_ABOUT THIS TASK_
Can you write out the whole listing exactly?

_MATERIAL PROVIDED_
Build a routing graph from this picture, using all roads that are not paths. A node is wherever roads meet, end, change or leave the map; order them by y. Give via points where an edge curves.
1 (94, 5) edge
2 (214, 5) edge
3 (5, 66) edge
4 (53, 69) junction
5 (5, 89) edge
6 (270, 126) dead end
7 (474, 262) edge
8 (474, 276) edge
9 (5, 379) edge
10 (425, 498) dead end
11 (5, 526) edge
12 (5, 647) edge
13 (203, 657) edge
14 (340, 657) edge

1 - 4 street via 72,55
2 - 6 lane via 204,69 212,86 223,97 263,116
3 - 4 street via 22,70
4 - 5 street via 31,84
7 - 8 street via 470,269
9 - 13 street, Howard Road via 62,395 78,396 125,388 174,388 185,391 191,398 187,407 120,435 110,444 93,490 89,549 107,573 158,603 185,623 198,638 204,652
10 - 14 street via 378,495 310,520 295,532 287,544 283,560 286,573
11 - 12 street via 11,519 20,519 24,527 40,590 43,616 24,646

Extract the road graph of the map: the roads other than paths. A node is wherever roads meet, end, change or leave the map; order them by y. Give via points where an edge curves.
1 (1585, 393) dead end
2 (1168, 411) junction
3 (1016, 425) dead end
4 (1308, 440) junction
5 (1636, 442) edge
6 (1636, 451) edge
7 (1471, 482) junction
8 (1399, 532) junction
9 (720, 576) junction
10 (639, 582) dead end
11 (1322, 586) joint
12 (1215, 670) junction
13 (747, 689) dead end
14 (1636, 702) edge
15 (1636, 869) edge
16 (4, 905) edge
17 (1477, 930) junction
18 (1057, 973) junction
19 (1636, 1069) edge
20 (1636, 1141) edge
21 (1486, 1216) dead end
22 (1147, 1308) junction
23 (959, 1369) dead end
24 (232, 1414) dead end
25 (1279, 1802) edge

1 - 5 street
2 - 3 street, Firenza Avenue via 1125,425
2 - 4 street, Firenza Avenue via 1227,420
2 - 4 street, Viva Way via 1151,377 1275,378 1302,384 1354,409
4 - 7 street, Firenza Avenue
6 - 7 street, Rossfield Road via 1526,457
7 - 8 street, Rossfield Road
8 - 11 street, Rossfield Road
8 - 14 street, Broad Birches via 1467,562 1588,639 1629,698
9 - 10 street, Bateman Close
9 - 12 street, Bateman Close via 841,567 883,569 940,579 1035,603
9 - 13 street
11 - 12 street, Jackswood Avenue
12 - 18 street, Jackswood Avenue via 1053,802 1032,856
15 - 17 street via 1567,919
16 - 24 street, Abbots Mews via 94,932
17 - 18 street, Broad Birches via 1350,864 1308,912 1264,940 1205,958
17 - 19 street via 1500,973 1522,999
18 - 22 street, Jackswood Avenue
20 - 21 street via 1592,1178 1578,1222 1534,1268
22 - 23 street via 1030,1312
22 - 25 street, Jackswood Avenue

_THE COMPLETED TASK_
Build a routing graph from this picture, using all roads that are not paths. A node is wherever roads meet, end, change or leave the map; order them by y. Give via points where an edge curves.
1 (94, 5) edge
2 (214, 5) edge
3 (5, 66) edge
4 (53, 69) junction
5 (5, 89) edge
6 (270, 126) dead end
7 (474, 262) edge
8 (474, 276) edge
9 (5, 379) edge
10 (425, 498) dead end
11 (5, 526) edge
12 (5, 647) edge
13 (203, 657) edge
14 (340, 657) edge

1 - 4 street via 72,55
2 - 6 lane via 204,69 212,86 223,97 263,116
3 - 4 street via 22,70
4 - 5 street via 31,84
7 - 8 street via 470,269
9 - 13 street, Howard Road via 62,395 78,396 125,388 174,388 185,391 191,398 187,407 120,435 110,444 93,490 89,549 107,573 158,603 185,623 198,638 204,652
10 - 14 street via 378,495 310,520 295,532 287,544 283,560 286,573
11 - 12 street via 11,519 20,519 24,527 40,590 43,616 24,646

Extract the road graph of the map: the roads other than paths. A node is wherever roads meet, end, change or leave the map; order them by y. Give via points where an edge curves.
1 (1585, 393) dead end
2 (1168, 411) junction
3 (1016, 425) dead end
4 (1308, 440) junction
5 (1636, 442) edge
6 (1636, 451) edge
7 (1471, 482) junction
8 (1399, 532) junction
9 (720, 576) junction
10 (639, 582) dead end
11 (1322, 586) joint
12 (1215, 670) junction
13 (747, 689) dead end
14 (1636, 702) edge
15 (1636, 869) edge
16 (4, 905) edge
17 (1477, 930) junction
18 (1057, 973) junction
19 (1636, 1069) edge
20 (1636, 1141) edge
21 (1486, 1216) dead end
22 (1147, 1308) junction
23 (959, 1369) dead end
24 (232, 1414) dead end
25 (1279, 1802) edge

1 - 5 street
2 - 3 street, Firenza Avenue via 1125,425
2 - 4 street, Firenza Avenue via 1227,420
2 - 4 street, Viva Way via 1151,377 1275,378 1302,384 1354,409
4 - 7 street, Firenza Avenue
6 - 7 street, Rossfield Road via 1526,457
7 - 8 street, Rossfield Road
8 - 11 street, Rossfield Road
8 - 14 street, Broad Birches via 1467,562 1588,639 1629,698
9 - 10 street, Bateman Close
9 - 12 street, Bateman Close via 841,567 883,569 940,579 1035,603
9 - 13 street
11 - 12 street, Jackswood Avenue
12 - 18 street, Jackswood Avenue via 1053,802 1032,856
15 - 17 street via 1567,919
16 - 24 street, Abbots Mews via 94,932
17 - 18 street, Broad Birches via 1350,864 1308,912 1264,940 1205,958
17 - 19 street via 1500,973 1522,999
18 - 22 street, Jackswood Avenue
20 - 21 street via 1592,1178 1578,1222 1534,1268
22 - 23 street via 1030,1312
22 - 25 street, Jackswood Avenue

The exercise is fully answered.